The way you intersect in my life

“… And then I learnt that people come and go, we are planets, we orbit around each other, and that’s okay.”

“… It’s more than honour(ing non attachment). It’s the understanding that we are all humans, we are all on our own journeys. We are all suffering in some form and sometimes we are in certain places that we just don’t have the ability to meet in the middle and hold onto the other person. It was beautiful while it lasted but it needs to end here. We might meet again in a better place, maybe we might not. And that’s completely fine too.”

There was a time when I wanted to write without living. My living, feeling, understanding was done through stories typed away at keyboards ill-fitted to my fingers. Screens more ill suited to my eyes. It was a strange desire of mine, to fit oh so perfectly into the world, only insofar as I could live through writing. I never wanted to go up to someone, strike a conversation, have a poetically discursive exchange with like minded people. Or not like minded people. Any people really. In fact, I expected to whittle away hurtling into a book of my own tinkering. Or art, I wasn’t particularly picky, for a while, till english caught my heart.

And then life caught my heart more. Shackled my soul with glittering chains. So very scintillating that I was enamoured, maybe for the very first time.

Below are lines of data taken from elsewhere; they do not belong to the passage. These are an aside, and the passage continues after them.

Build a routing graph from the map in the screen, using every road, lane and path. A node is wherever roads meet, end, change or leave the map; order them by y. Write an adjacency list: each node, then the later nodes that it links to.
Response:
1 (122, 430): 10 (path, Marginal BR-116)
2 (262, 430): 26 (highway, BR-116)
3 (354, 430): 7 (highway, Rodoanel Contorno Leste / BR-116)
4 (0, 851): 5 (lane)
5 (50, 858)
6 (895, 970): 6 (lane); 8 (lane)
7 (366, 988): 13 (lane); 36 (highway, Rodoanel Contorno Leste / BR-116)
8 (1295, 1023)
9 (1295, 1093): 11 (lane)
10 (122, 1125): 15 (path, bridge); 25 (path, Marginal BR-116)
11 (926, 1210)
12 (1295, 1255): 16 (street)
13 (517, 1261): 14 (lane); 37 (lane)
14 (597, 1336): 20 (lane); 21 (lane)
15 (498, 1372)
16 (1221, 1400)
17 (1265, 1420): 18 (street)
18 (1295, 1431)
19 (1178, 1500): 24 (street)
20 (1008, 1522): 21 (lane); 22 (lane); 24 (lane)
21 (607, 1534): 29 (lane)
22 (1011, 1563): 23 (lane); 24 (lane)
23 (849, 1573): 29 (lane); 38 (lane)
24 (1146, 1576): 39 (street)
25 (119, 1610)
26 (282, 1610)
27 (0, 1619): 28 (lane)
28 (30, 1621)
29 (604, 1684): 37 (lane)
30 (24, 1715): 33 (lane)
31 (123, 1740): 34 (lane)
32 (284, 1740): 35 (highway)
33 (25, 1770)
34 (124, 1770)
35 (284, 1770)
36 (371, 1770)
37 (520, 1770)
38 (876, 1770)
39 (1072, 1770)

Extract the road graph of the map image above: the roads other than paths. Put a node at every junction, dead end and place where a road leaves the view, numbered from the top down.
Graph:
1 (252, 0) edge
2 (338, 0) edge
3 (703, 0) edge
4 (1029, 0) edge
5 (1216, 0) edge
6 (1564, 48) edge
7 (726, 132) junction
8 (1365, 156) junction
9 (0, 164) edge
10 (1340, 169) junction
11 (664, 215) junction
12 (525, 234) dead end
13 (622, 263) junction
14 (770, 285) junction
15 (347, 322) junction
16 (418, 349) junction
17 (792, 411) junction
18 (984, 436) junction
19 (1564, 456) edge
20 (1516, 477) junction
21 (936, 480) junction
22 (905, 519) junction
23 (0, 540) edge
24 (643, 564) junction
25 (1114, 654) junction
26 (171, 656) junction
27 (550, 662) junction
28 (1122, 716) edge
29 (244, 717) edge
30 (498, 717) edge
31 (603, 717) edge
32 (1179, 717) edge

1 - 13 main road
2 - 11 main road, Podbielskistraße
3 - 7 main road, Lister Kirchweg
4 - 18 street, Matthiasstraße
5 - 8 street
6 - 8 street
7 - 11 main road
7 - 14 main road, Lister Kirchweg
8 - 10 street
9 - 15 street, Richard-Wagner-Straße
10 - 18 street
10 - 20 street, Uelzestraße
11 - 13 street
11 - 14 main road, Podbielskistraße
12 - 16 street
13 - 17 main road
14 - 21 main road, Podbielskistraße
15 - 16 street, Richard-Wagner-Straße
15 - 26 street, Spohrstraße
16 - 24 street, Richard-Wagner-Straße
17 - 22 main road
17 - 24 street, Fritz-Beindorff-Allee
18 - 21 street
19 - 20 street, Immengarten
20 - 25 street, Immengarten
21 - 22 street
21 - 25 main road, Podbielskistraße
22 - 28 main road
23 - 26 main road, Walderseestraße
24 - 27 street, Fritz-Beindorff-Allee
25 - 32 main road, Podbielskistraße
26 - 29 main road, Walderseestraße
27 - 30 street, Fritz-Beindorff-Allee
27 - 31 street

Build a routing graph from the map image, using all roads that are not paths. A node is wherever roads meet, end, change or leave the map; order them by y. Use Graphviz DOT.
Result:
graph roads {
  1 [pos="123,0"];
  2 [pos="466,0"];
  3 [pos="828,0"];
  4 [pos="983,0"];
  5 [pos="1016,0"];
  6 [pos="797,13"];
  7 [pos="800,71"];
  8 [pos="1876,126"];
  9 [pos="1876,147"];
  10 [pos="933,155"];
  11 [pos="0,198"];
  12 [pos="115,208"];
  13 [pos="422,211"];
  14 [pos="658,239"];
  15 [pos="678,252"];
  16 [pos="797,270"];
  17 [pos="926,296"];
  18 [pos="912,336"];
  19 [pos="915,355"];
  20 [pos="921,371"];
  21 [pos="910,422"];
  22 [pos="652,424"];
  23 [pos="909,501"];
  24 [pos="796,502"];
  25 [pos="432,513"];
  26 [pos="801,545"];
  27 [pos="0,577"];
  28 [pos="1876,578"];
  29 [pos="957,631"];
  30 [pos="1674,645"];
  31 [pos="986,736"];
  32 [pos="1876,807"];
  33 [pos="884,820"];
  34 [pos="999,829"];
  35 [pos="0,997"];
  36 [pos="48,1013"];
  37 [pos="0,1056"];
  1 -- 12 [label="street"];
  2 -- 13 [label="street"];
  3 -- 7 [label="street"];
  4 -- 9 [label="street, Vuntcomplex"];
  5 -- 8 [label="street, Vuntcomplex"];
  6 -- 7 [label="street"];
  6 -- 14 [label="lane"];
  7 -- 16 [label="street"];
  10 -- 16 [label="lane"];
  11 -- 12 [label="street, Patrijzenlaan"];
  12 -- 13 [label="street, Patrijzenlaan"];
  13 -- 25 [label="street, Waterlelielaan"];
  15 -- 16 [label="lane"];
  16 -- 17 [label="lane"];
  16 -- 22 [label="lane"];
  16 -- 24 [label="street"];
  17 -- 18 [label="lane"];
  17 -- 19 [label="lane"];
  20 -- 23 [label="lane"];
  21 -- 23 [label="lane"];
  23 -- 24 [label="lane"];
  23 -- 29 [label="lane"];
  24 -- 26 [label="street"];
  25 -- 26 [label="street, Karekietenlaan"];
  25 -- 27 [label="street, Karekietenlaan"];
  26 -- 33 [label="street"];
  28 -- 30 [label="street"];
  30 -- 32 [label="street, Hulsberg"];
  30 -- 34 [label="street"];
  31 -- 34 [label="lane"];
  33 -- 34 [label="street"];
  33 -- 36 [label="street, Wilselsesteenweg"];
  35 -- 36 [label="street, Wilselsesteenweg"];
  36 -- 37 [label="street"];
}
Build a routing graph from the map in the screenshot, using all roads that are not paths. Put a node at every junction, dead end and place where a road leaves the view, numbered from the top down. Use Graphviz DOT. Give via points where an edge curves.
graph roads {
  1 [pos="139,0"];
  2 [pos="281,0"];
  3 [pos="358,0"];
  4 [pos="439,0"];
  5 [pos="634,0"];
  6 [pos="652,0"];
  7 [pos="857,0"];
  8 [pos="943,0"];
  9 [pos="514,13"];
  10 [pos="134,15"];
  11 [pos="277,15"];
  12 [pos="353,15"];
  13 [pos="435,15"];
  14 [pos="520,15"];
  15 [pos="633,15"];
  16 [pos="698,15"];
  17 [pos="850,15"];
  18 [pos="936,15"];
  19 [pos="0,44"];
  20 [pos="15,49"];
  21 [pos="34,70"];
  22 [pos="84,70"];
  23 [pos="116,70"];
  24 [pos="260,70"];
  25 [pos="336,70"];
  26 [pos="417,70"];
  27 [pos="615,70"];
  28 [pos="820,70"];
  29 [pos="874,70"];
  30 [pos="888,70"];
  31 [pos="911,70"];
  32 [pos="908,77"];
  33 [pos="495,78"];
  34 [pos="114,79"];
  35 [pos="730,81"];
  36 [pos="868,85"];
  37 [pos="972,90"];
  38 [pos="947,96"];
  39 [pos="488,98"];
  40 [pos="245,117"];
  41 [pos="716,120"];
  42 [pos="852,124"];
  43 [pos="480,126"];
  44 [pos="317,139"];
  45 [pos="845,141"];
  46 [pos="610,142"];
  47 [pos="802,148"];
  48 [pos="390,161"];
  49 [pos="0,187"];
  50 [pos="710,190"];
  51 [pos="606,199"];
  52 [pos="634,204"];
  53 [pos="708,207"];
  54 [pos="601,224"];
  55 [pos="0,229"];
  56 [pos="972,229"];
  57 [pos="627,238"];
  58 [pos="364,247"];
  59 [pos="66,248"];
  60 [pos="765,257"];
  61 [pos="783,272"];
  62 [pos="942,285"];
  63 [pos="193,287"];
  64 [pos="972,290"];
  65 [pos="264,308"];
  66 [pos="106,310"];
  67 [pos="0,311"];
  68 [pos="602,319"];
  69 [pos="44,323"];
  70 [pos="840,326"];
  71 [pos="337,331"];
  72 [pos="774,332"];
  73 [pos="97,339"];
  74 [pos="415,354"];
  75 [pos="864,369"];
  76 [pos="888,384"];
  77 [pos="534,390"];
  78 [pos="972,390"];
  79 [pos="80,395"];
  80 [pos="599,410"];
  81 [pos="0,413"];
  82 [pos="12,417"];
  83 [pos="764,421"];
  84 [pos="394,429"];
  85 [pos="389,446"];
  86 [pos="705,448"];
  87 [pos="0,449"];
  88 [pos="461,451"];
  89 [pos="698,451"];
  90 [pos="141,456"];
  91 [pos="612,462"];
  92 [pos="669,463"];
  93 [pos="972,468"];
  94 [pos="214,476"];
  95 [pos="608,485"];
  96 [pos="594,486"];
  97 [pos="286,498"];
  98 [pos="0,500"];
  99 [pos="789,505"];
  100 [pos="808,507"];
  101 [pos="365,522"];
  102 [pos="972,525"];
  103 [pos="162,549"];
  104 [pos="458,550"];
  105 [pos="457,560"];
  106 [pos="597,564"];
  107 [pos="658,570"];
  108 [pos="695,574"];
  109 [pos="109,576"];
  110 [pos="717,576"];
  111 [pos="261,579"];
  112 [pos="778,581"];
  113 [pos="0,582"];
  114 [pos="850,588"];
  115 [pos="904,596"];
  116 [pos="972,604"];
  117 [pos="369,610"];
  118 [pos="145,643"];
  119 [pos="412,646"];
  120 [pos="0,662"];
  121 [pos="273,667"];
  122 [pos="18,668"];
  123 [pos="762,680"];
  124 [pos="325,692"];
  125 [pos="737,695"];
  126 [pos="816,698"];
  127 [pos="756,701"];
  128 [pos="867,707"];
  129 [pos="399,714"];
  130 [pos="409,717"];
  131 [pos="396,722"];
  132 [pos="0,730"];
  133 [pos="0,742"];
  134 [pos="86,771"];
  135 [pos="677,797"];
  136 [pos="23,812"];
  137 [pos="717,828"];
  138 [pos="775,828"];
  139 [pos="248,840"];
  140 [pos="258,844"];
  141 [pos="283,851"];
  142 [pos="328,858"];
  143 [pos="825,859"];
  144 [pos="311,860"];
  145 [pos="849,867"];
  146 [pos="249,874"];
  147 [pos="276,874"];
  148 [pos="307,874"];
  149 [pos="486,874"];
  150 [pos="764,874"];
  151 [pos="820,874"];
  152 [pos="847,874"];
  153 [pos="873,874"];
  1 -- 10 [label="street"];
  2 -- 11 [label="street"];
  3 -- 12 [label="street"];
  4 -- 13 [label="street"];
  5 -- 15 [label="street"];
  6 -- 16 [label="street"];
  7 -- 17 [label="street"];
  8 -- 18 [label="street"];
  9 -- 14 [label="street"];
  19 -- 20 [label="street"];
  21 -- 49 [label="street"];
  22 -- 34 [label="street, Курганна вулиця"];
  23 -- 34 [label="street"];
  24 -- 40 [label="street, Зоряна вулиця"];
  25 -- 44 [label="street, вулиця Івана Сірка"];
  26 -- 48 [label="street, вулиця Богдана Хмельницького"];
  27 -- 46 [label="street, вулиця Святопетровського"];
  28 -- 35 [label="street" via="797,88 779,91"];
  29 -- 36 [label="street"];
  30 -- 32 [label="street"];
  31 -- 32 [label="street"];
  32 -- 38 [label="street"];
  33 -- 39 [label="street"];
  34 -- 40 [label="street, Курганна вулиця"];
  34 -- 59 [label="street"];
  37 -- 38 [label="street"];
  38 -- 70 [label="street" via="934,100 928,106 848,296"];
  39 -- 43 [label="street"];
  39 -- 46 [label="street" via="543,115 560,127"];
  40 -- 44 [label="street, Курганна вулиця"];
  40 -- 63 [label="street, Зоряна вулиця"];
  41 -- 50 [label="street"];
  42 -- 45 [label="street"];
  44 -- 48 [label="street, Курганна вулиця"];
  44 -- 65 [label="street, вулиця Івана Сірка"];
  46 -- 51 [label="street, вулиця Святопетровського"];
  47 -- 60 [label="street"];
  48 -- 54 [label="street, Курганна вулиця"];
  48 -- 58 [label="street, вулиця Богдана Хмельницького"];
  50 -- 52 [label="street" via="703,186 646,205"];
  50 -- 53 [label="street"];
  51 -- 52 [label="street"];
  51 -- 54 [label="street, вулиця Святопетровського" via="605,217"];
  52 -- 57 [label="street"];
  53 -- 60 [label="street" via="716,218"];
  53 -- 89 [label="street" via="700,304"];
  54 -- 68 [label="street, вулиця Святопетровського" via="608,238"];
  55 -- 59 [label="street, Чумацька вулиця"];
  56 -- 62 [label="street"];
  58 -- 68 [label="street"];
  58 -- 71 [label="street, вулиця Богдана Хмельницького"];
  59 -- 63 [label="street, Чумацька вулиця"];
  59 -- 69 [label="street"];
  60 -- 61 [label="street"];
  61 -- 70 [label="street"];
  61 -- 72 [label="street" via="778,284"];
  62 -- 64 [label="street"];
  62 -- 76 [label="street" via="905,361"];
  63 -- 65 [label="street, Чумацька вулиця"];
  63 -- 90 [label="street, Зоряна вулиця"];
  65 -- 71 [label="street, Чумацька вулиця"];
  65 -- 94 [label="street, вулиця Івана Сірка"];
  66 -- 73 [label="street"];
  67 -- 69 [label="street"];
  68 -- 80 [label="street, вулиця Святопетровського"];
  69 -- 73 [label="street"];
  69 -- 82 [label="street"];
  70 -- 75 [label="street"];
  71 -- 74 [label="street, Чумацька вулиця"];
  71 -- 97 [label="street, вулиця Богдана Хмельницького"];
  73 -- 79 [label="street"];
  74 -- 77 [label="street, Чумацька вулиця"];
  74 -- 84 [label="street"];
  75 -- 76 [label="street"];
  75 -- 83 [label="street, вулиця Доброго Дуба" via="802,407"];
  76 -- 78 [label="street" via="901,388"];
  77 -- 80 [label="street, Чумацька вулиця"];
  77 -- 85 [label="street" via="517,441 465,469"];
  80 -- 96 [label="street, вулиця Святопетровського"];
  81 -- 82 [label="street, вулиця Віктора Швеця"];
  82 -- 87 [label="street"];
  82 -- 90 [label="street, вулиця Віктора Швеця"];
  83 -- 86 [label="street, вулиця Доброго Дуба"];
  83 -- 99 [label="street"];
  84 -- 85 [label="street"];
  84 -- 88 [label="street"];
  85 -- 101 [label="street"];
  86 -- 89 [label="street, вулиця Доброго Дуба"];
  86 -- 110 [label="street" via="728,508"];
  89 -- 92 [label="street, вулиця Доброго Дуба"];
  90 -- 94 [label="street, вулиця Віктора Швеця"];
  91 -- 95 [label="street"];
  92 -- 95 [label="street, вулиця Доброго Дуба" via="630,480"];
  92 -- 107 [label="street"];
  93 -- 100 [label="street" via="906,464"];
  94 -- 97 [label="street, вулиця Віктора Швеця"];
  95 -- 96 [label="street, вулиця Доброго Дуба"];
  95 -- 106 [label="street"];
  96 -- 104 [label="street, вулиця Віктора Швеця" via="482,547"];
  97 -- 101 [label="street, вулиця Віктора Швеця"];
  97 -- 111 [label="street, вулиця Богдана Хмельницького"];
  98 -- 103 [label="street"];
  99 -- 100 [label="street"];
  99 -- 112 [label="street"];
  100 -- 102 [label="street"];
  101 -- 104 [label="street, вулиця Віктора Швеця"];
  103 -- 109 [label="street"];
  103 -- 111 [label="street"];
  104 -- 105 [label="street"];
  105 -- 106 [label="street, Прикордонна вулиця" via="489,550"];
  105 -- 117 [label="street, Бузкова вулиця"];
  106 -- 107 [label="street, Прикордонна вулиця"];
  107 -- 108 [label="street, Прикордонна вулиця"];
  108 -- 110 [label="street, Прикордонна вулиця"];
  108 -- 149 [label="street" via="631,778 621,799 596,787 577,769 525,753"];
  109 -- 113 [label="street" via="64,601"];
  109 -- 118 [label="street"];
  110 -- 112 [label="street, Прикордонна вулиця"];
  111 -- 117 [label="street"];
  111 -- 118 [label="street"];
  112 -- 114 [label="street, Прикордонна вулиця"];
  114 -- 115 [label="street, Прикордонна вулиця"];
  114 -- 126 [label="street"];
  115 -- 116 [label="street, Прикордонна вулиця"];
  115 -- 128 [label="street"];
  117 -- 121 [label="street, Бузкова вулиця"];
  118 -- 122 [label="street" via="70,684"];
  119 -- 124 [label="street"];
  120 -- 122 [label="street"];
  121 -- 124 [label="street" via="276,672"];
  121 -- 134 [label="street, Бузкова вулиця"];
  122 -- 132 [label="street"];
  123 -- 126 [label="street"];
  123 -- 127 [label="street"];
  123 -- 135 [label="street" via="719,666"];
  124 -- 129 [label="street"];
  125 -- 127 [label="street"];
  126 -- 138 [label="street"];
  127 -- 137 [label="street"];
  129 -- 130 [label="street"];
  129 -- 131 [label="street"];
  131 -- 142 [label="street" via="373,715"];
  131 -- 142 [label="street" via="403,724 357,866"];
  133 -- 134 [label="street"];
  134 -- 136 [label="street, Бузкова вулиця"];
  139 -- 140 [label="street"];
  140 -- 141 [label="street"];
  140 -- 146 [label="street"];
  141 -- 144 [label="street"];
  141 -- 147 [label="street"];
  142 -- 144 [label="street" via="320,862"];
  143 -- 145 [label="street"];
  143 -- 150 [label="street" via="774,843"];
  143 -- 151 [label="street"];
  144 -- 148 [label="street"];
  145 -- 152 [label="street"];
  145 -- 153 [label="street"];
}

That’s besides the point anyways.

It took me time to understand that living was necessary. Vital. It was a prerequisite to writing, reading, breathing. Crucial to comprehending the self and that that is outside the self. You may call it other, the world, god perhaps, not particularly pedantic about it.

I write here. This place stores my art, which is primarily in the form of my thoughts, feelings, writings. (Must admit, I am still horrified at how horrid the literature I produce sounds in my head. It feels and sounds like an absolute atrocity, to me. And yet, I am deeply aware of how it lays on someone else’s skin.)

Sometimes, a lot of the time actually, my writings are intricate intersections of my experience in concurrence with other persons’. Perhaps it is narcissistic of me to think of it like this. Of how one interaction changes me personally, the other person equivalent to a prop. Interchangable, maybe even expendable. But that is the point. They are neither.

They were a planet that came dangerously close to mine. Almost scraped the surface even.

We orbit around each other. Sometimes close, other times further than we thought we would ever be. Maybe even deliberately clashing into each other now and then. Every so often, we leave the planet and continue our journey into a different part of the galaxy. Or maybe we collide and take a little of each other into ourselves. Mutable, but still a part of the other is deeply embedded in our self. For better or for worse.

We orbit around each other, too close, too far. We are just planets orbiting around each other.

It’s poetic, isn’t it? It is indeed, till it hurts and we have to reflect on it.

The orbiting isn’t always as romantic as I make it sound. Sometimes it is horrifyingly destructive. It erodes at the self. One day you are walking your merry path and something collides into you. Words maybe, a book perhaps, a song, or maybe a friend you thought would stick up for you because you did, a doctor, a teacher, maybe even a stranger. Something shakes the tectonic plates of your planet. A part of your soul that you thought you would never question. A principle of yours that is so sturdy is suddenly blasted into instability.

I decided to write about it. All of it. Because why not.

Before that though, I was terrified. You see, I never thought I had to talk about my feelings without filtering it through the gaze of my art, writing. It’s never my voice when it’s my art. It’s never “I”. It was and is still always (to a certain extent) we, they, someone else that is not me in whom I place my argument(s) in.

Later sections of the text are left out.